No, they switched to per-hour billing for their dedicated servers a while ago. I also tested this last week when I cancelled a dedicated server we had with them and they did indeed only charge for part of the month.
There's a difference in being charged a partial amount for the month vs an hourly amount for something you need for just 2 hours.
I have a dedicated machine with Hetzner, and AFAIK they charge me the full amount regardless of whether it's on or off. If I cancel on day 3 of the month, it makes sense to be charged for only those days' hours. However that's different to "turn it on for 6 hours" kind of hourly pricing.
Either way... it's a mess. They added hourly billing for dedicated servers six months ago, there's not much excuse for still having contradictory information hanging around.
Yes, the GEX130 has a *one-time* setup fee. And yes, it is possible to cancel it on an hourly basis in most situations. For example, if you only had it for 3 days of a billing period, you would pay the hourly rate. We are currently in the process of updating our billing systems. There are a few situations where the 30 day to the end of the month policy still applies. For most situations the current cancellation process is more generous and flexible for the customer. And for the rest, it has stayed the same. If customers want to stop paying for a server, they need to cancel it.
We have a number of products that do not include setup fees, including our Server Auction dedicated servers and our cloud servers.
To be frank, after reading your reply I'm still not 100% sure what the policy is. What are the situations where there are 30 days of notice? How does that interact with hourly billing? If I'm a week through the second month and cancel, does that mean I get charged 2 months 1 week plus the setup fee in total?
I'm a big fan of Hetzner and have used it off and on for ten years now, including auction, dedicated and cloud. I've had very few complaints over the years. But I stand by my post above - the information on your site is not clear and contradictory, and really needs to be cleaned up.
We are currently in the process of updating our billing system. A big part of that process is already done, but there are still some changes to come. That is why we have not yet updated our terms and conditions. The new policies are more generous to the customers, and for the most part allow to cancel most products on an hourly basis, including dedicated servers like the GEX130. --Katie
Even when it does, GPUs with more VRAM than a flagship gaming model have always and will always come at a massive price premium. That ceiling is currently 24GB, if you need more than that it's going to cost you.
I don't see why. AMD could buy a lot of free community work just by putting out a 32 GB version of their next gen flagship at around 1k. Not chasing the margin for a generation would buy them a decent amount of community support - they need it if they want to compete with Nvidia at any point.
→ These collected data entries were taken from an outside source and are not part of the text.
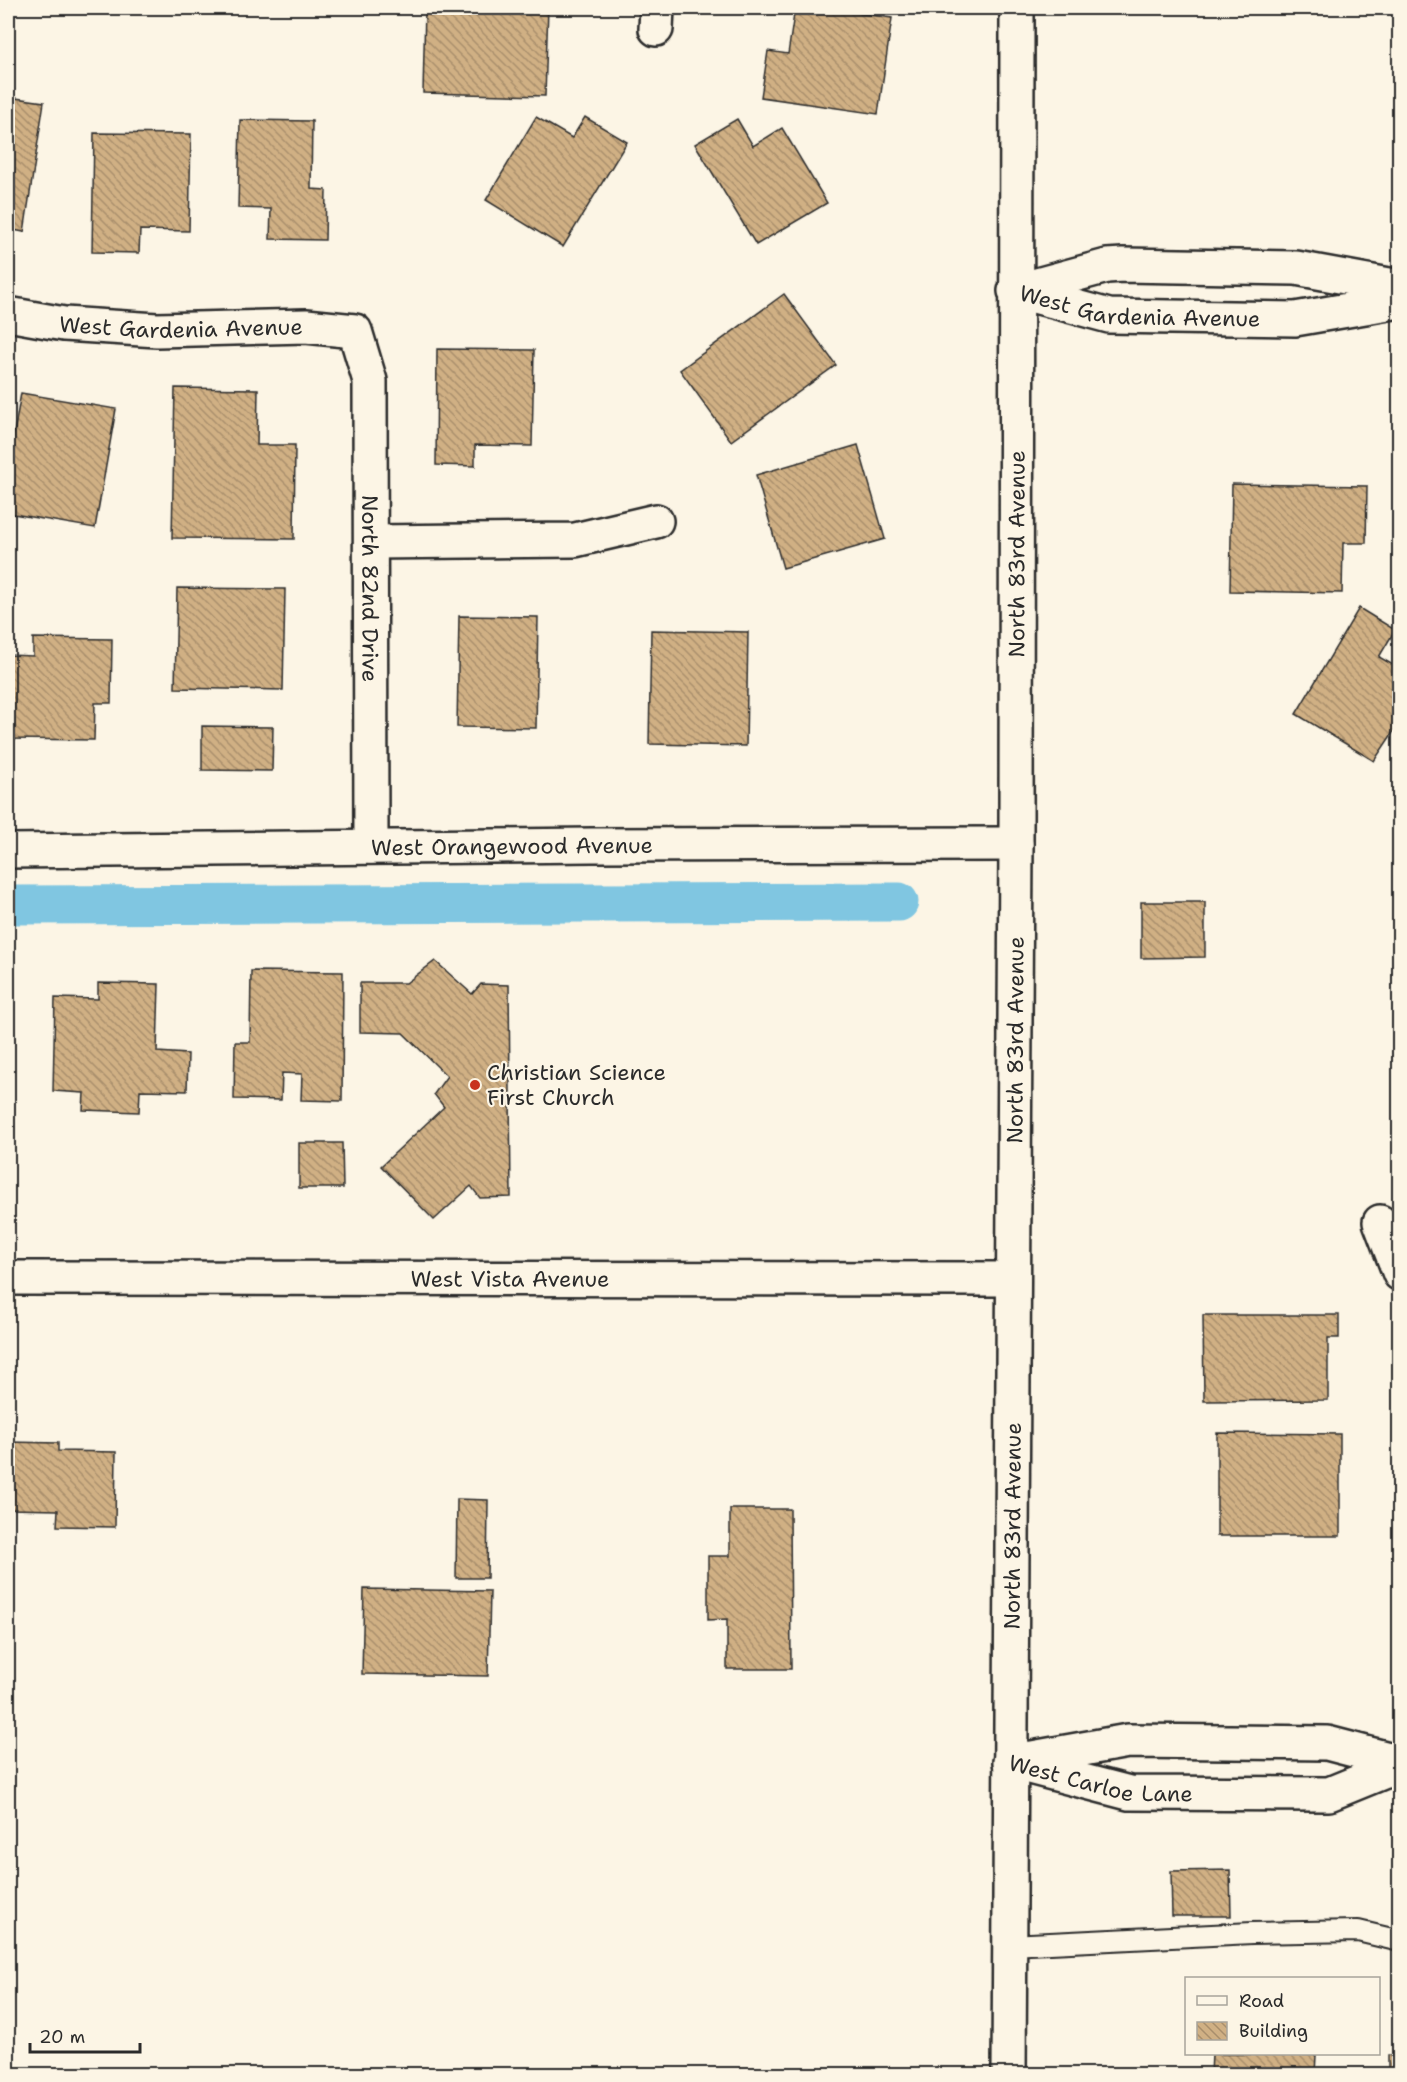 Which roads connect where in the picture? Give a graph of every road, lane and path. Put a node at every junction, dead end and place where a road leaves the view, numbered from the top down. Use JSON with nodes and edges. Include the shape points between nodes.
{"nodes":[{"id":1,"x":1017,"y":8,"type":"edge"},
{"id":2,"x":1241,"y":267,"type":"junction"},
{"id":3,"x":1400,"y":287,"type":"edge"},
{"id":4,"x":1015,"y":291,"type":"junction"},
{"id":5,"x":1400,"y":301,"type":"edge"},
{"id":6,"x":8,"y":314,"type":"edge"},
{"id":7,"x":1240,"y":318,"type":"junction"},
{"id":8,"x":355,"y":331,"type":"joint"},
{"id":9,"x":656,"y":521,"type":"dead end"},
{"id":10,"x":372,"y":542,"type":"junction"},
{"id":11,"x":1016,"y":844,"type":"junction"},
{"id":12,"x":372,"y":847,"type":"junction"},
{"id":13,"x":8,"y":851,"type":"edge"},
{"id":14,"x":1380,"y":1222,"type":"dead end"},
{"id":15,"x":1400,"y":1274,"type":"edge"},
{"id":16,"x":8,"y":1278,"type":"edge"},
{"id":17,"x":1012,"y":1279,"type":"junction"},
{"id":18,"x":1285,"y":1743,"type":"junction"},
{"id":19,"x":1010,"y":1762,"type":"junction"},
{"id":20,"x":1400,"y":1763,"type":"edge"},
{"id":21,"x":1285,"y":1794,"type":"junction"},
{"id":22,"x":1400,"y":1941,"type":"edge"},
{"id":23,"x":1010,"y":1945,"type":"junction"},
{"id":24,"x":1009,"y":2074,"type":"edge"}],
"edges":[{"from":1,"to":4,"type":"street","name":"North 83rd Avenue"},
{"from":2,"to":3,"type":"street","name":"West Gardenia Avenue","via":[[1296,268]]},
{"from":2,"to":4,"type":"street","name":"West Gardenia Avenue","via":[[1107,266]]},
{"from":2,"to":7,"type":"street"},
{"from":4,"to":7,"type":"street","name":"West Gardenia Avenue","via":[[1109,316]]},
{"from":4,"to":11,"type":"street","name":"North 83rd Avenue"},
{"from":5,"to":7,"type":"street","name":"West Gardenia Avenue","via":[[1295,319]]},
{"from":6,"to":8,"type":"street","name":"West Gardenia Avenue","via":[[64,324],[157,330],[306,326]]},
{"from":8,"to":10,"type":"street","name":"North 82nd Drive","via":[[370,381]]},
{"from":9,"to":10,"type":"street","via":[[575,540]]},
{"from":10,"to":12,"type":"street","name":"North 82nd Drive"},
{"from":11,"to":12,"type":"street","name":"West Orangewood Avenue"},
{"from":11,"to":17,"type":"street","name":"North 83rd Avenue"},
{"from":12,"to":13,"type":"street","name":"West Orangewood Avenue"},
{"from":14,"to":15,"type":"street"},
{"from":16,"to":17,"type":"street","name":"West Vista Avenue"},
{"from":17,"to":19,"type":"street","name":"North 83rd Avenue"},
{"from":18,"to":19,"type":"street","name":"West Carloe Lane","via":[[1128,1741]]},
{"from":18,"to":20,"type":"street","name":"West Carloe Lane","via":[[1327,1743]]},
{"from":18,"to":21,"type":"street"},
{"from":19,"to":21,"type":"street","name":"West Carloe Lane","via":[[1129,1793]]},
{"from":19,"to":23,"type":"street","name":"North 83rd Avenue"},
{"from":20,"to":21,"type":"street","name":"West Carloe Lane","via":[[1329,1794]]},
{"from":22,"to":23,"type":"lane","via":[[1358,1931]]},
{"from":23,"to":24,"type":"street","name":"North 83rd Avenue"}]}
Ahh I just saw OP was saying sub 100$ - yeah that's never going to happen.
Thing is AMD can't have Nvidia margins because nobody supports them - take a hit for a generation on pro sales - get market/mind share and then you have a chance to play the same game.
Have you seen GPU prices lately (last 5 years)? A RTX 4080 super with merely 16 GB of VRAM is at least 1k, there's no way a 32 GB next gen flagship would be released at this price range.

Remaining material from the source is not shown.